11/09/2018 - COMO AS GRANDES MONTANHAS

A tua justiça é como as grandes montanhas; os teus juízos são um grande abismo; SENHOR, tu conservas os homens e os animais.

Salmo 36.6

Davi foi usado pelo Altíssimo para nos dar uma mensagem na qual precisamos meditar. Essa afirmação pode mudar a nossa relação com Deus e a nossa posição diante do inimigo, fazendo-nos verdadeiros vencedores. O salmista falou da justiça do Senhor como as grandes montanhas, que não se abalam e permanecerão enquanto a Terra existir. Não há como remover essa justiça inabalável.

A justiça divina foi completada na morte de Jesus, quando Ele venceu o diabo e tirou dele a autoridade roubada do homem e, com ela, oprimia a humanidade. Após vencer as forças das trevas e tê-las despido do poder investido contra nós, o Mestre ordenou que fôssemos pelo mundo para pregar as Boas-Novas a toda criatura, garantindo que, em Seu Nome, quem crê pode expulsar demônios, curar os enfermos e dar testemunho do Evangelho (Mc 16.15).

Se isso já é bom, leia a declaração do apóstolo Paulo aos coríntios: Àquele que não conheceu pecado, o fez pecado por nós; para que, nele, fôssemos feitos justiça de Deus (2 Co 5.21). Fomos feitos em Jesus a justiça do Pai; logo, somos irremovíveis e irresistíveis como as montanhas. Portanto, não deixe de ser o que o Senhor diz que você é diante dos males, mas, com autoridade e em o Nome de Cristo, exija a saída deles.
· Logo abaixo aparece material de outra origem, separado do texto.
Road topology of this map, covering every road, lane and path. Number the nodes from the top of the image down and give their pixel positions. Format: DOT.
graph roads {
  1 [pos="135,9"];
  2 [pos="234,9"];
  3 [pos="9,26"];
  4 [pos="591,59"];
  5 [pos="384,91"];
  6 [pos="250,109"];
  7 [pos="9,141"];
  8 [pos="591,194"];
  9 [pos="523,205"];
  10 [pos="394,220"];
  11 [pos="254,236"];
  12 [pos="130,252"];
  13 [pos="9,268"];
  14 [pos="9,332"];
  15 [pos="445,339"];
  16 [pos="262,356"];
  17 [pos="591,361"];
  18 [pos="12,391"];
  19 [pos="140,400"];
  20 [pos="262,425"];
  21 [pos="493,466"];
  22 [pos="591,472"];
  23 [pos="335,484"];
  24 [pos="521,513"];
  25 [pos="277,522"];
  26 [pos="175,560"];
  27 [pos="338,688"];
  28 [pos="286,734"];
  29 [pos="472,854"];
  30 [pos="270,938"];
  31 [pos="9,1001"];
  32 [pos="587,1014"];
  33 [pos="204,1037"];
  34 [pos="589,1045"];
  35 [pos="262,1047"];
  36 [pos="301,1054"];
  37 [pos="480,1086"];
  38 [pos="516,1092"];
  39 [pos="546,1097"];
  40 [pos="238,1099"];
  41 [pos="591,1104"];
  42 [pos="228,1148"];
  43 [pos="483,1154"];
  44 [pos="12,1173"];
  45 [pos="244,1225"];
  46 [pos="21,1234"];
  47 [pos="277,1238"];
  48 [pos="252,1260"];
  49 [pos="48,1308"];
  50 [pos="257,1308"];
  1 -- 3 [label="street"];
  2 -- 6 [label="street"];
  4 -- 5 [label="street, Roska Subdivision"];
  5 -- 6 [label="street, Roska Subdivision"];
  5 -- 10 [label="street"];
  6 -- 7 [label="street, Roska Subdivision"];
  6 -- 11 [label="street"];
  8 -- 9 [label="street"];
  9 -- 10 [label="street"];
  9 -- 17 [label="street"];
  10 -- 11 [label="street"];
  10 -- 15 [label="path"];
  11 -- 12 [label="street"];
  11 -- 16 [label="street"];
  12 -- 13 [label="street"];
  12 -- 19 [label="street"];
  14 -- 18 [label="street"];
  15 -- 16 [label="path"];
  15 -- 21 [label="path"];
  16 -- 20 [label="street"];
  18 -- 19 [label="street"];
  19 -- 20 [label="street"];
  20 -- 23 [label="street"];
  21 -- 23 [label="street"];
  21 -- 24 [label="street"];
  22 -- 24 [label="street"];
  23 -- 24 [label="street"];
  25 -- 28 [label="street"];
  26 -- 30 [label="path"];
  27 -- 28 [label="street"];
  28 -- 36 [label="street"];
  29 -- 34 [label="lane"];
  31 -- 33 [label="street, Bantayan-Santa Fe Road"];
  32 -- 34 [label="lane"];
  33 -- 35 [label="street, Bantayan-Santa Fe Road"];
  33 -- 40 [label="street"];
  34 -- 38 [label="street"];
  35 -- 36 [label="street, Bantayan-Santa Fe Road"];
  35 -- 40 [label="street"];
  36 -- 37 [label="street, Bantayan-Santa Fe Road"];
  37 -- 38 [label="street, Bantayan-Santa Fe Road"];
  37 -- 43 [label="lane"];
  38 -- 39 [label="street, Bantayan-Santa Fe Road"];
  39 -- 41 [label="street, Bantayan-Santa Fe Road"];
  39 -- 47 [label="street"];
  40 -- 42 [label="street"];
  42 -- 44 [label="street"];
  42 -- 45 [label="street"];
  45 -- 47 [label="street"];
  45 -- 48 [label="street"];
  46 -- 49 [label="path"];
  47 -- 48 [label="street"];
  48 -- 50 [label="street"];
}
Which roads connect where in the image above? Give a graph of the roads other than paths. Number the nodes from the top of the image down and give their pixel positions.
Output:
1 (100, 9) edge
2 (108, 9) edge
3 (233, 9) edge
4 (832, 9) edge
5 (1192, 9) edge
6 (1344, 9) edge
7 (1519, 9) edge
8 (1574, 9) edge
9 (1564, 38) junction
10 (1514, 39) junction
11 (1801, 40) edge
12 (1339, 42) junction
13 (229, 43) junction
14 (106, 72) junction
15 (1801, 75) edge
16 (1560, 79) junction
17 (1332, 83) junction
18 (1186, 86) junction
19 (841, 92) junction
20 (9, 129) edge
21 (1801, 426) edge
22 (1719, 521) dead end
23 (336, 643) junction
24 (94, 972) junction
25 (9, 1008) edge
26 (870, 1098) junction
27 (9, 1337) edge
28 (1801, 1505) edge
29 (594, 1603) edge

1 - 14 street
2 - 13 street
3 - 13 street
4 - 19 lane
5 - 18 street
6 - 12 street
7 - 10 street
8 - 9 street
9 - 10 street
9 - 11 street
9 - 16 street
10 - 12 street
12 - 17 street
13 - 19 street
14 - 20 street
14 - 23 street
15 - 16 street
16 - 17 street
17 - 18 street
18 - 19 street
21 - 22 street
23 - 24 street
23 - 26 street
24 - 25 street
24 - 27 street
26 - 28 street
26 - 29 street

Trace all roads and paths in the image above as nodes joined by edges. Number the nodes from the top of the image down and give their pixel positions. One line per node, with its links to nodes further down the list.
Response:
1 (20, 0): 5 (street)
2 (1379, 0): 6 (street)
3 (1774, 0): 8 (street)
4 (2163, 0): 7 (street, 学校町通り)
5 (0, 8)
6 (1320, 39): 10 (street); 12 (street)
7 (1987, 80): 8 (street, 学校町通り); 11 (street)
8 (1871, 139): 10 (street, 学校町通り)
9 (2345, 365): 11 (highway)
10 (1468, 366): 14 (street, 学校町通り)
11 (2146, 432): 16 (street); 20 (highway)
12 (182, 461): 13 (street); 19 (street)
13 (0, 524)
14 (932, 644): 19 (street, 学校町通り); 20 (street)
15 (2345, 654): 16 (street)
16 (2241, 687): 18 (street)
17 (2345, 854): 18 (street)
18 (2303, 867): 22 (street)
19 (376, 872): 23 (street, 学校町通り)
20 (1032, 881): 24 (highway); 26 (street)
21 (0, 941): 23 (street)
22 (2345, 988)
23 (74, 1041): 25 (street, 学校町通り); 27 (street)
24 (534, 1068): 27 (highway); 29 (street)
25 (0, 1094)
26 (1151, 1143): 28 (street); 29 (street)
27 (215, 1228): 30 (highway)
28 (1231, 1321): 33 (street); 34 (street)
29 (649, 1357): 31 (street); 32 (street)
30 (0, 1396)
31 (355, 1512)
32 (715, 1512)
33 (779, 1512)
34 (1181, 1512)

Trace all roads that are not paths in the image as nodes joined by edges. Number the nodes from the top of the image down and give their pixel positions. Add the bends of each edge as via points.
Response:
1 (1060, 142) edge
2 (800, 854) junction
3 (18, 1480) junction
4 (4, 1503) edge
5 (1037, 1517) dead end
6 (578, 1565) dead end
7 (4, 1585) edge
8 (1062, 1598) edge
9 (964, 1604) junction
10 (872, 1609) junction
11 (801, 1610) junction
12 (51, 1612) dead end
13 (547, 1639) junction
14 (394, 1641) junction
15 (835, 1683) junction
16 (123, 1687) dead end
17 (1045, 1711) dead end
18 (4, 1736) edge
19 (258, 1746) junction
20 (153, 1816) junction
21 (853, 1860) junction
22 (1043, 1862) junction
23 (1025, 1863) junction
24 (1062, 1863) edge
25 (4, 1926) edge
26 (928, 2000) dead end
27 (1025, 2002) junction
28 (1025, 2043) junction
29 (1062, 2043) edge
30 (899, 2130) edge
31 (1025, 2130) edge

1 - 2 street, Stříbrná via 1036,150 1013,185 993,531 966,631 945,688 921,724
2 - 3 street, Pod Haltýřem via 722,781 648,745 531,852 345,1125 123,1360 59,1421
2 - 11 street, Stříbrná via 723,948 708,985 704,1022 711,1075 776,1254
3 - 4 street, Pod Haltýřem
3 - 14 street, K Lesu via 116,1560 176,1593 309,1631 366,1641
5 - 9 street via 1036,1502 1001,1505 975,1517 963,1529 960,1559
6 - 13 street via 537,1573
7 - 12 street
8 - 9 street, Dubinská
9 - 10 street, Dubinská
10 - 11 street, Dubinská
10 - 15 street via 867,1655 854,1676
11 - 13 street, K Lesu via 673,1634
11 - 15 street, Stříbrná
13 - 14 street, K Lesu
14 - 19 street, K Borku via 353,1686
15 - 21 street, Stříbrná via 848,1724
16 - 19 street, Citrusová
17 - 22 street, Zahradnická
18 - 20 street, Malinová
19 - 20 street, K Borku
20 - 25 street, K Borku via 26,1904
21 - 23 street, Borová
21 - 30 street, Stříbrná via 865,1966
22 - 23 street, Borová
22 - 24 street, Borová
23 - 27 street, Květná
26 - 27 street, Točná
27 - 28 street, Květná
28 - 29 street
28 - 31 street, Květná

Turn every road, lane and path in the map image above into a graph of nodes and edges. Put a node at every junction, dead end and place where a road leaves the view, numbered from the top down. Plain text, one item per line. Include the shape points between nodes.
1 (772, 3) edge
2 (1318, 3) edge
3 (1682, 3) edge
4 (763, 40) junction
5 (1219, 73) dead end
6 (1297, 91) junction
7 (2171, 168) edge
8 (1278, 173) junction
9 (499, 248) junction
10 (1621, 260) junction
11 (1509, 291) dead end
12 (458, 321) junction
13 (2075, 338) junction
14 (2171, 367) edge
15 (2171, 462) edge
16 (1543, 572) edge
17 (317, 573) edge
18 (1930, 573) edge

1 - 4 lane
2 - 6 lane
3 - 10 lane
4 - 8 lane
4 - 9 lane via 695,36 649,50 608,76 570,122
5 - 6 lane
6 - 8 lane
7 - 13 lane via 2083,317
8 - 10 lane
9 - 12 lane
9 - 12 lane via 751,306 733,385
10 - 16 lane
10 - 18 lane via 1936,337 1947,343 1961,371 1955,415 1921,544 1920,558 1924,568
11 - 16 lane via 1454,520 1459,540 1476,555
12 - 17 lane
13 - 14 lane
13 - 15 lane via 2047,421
Os juízos do Senhor e Seus atos em nosso favor – decretos, obras, declarações e o maior deles: o de nos amar, a ponto de dar Seu Filho unigênito para nos salvar e nos fazer membros do Seu Corpo – são como um grande abismo. Quando você crê no sacrifício de Jesus e ordena a saída do mal, o poder do diabo envolvido na obra maligna cai nesse abismo e continuará caindo sem jamais chegar ao fundo dele.

Como essa justiça, devemos estar cientes de que seremos usados para dar fim ao domínio do diabo sobre a humanidade. Ao sabermos disso, além de nos alegrar muito, também sentimos a responsabilidade das nossas atitudes. Jamais aceitaremos que as nossas determinações sobre os ensinamentos da Palavra fiquem sem a devida resposta, a qual foi prometida nas Escrituras. A Deus seja a glória por tudo o que faremos agora e sempre!

Ao encontrar alguém em dificuldade, mostre-lhe que, em Cristo, ele pode ter as necessidades supridas e ficar livre de toda operação do reino das trevas. Após mandarmos o problema ir embora, não podemos aceitar o sentimento de indignidade ou algum pensamento negativo de que não seremos atendidos. Como a justiça divina é irremovível, a exemplo das montanhas, a nossa decisão ao lado do Senhor também deve ser inabalável.

Por fim, não se corrompa! Verdadeiramente, Deus conserva os homens, bem como os animais. Isso não significa que não envelheceremos, mas nosso espírito estará tão cheio de fé no final dos nossos dias quanto esteve ao começarmos a andar pela fé. Lembre-se: a Palavra jamais passará (Mt 24.35), ainda que tudo passe.